Hot Path Optimization

  • Identify hot paths through profiling. Optimize them relentlessly. Ignore cold paths.
  • Keep hot paths allocation-free where possible. Pre-allocate. Reuse. Pool.
  • Move validation, logging, and debug checks out of hot paths (or guard them):
// Logging guarded on hot path
if (logger.isDebugEnabled) {
    logger.debug("Processing item: {}", item)
}
  • Pre-compute what you can. Lookup tables over runtime calculation. Compiled patterns over runtime compilation.
  • Avoid virtual dispatch on hot paths where the language allows. Concrete types, not interfaces, on the critical path.

Caching

  • Cache expensive computations and remote call results. Caching is the highest-leverage performance tool after design.
  • Always bounded. Use LRU, LFU, or size-bounded caches. Unbounded caches are memory leaks.
  • Always with TTL. Prefer TTL-based expiry over event-based invalidation. Invalidation is a distributed systems problem; TTL is a clock read.
  • Set cache sizes explicitly based on expected working set. Monitor hit rates. A cache with a low hit rate is wasted memory.
  • Cache immutable data aggressively. Cache mutable data cautiously with short TTLs.
  • Never cache errors long-term. Cache negative results briefly (to prevent thundering herds) or not at all.

Connection Pooling

  • Reuse connections for HTTP, database, and any persistent protocol. Connection establishment is expensive (TCP handshake, TLS negotiation, auth).
  • Set pool sizes explicitly.
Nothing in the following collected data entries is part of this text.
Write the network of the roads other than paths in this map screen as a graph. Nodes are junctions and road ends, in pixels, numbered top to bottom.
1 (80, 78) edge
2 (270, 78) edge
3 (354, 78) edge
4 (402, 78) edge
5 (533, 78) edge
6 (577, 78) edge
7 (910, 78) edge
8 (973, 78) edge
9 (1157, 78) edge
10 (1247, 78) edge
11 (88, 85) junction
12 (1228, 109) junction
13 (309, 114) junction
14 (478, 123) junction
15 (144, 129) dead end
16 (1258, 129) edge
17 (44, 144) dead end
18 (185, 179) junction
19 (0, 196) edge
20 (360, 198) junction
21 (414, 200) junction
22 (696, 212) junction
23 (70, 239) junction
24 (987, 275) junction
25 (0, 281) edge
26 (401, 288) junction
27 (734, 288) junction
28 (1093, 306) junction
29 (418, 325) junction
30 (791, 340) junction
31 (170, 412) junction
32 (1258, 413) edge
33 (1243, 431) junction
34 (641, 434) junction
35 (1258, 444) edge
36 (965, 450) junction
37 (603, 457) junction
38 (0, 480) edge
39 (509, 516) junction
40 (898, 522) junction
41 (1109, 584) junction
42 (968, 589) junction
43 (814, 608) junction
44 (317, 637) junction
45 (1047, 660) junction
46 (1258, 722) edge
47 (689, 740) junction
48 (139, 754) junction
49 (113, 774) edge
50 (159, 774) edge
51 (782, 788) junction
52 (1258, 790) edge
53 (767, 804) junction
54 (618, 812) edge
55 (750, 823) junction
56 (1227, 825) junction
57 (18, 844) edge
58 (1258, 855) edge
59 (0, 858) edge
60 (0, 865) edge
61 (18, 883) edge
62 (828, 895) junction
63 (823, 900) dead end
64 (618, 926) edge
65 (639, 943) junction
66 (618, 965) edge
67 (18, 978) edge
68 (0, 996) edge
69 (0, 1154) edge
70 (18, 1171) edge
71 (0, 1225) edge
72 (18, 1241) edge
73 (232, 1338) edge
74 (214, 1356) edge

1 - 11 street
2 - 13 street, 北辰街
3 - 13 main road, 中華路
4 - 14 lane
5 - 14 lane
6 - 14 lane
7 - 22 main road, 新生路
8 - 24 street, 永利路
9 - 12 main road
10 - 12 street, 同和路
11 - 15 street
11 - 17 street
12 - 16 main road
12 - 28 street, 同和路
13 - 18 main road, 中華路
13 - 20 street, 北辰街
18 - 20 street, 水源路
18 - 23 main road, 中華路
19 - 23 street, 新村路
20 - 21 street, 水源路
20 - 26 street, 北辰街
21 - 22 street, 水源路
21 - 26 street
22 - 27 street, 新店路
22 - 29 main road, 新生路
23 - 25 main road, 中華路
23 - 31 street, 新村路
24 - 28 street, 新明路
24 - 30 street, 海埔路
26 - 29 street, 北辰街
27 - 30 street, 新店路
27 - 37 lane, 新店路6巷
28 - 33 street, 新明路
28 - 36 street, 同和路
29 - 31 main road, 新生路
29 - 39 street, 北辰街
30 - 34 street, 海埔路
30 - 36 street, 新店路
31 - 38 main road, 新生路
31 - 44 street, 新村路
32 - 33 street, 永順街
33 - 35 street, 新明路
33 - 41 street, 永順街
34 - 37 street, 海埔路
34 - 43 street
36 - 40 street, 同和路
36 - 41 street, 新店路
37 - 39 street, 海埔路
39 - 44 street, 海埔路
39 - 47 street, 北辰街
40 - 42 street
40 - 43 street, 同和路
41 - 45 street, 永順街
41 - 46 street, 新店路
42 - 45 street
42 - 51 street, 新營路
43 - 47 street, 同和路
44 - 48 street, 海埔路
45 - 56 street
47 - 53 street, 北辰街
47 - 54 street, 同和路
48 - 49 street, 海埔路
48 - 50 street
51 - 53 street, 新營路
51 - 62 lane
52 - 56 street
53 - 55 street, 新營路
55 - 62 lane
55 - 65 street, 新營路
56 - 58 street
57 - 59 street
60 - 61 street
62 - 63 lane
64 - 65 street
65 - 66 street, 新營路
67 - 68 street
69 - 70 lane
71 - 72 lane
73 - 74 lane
Never rely on library defaults -- they are tuned for "works," not for your workload.
  • Set idle timeouts to reclaim unused connections. Set max lifetime to rotate connections and avoid stale server-side state.
  • Monitor pool utilization: if the pool is always exhausted, increase it or reduce hold time. If it's always idle, shrink it.

Lazy vs Eager

  • Lazy initialization for expensive resources that may not be needed on every code path. Avoid paying the cost until first use.
  • Eager initialization for resources needed on every request. Pay the cost once at startup, not on the first request (which adds latency to a real user).
  • Lazy is not free -- it adds synchronization cost and complexity. Use it deliberately, not by default.
  • On the JVM, use lazy {} (Kotlin) or Suppliers.memoize() (Guava) for thread-safe lazy init. Avoid double-checked locking by hand.

String Performance

  • Avoid string concatenation in loops. Use StringBuilder (JVM), strings.Builder (Go), "".join(parts) (Python), template literals (JS), fmt.Sprintf (Go for complex formatting).
// Good
val sb = StringBuilder(estimatedSize)
for (item in items) {
    sb.append(item.name).append(", ")
}

// Bad -- O(n^2) allocation
var result = ""
for (item in items) {
    result += item.name + ", "
}
  • Intern frequently-compared strings on the JVM when the set is bounded and known.
  • Prefer toByteArray() / byte buffers over string manipulation for binary protocols.
  • Use contentEquals / regionMatches for partial comparisons instead of creating substrings.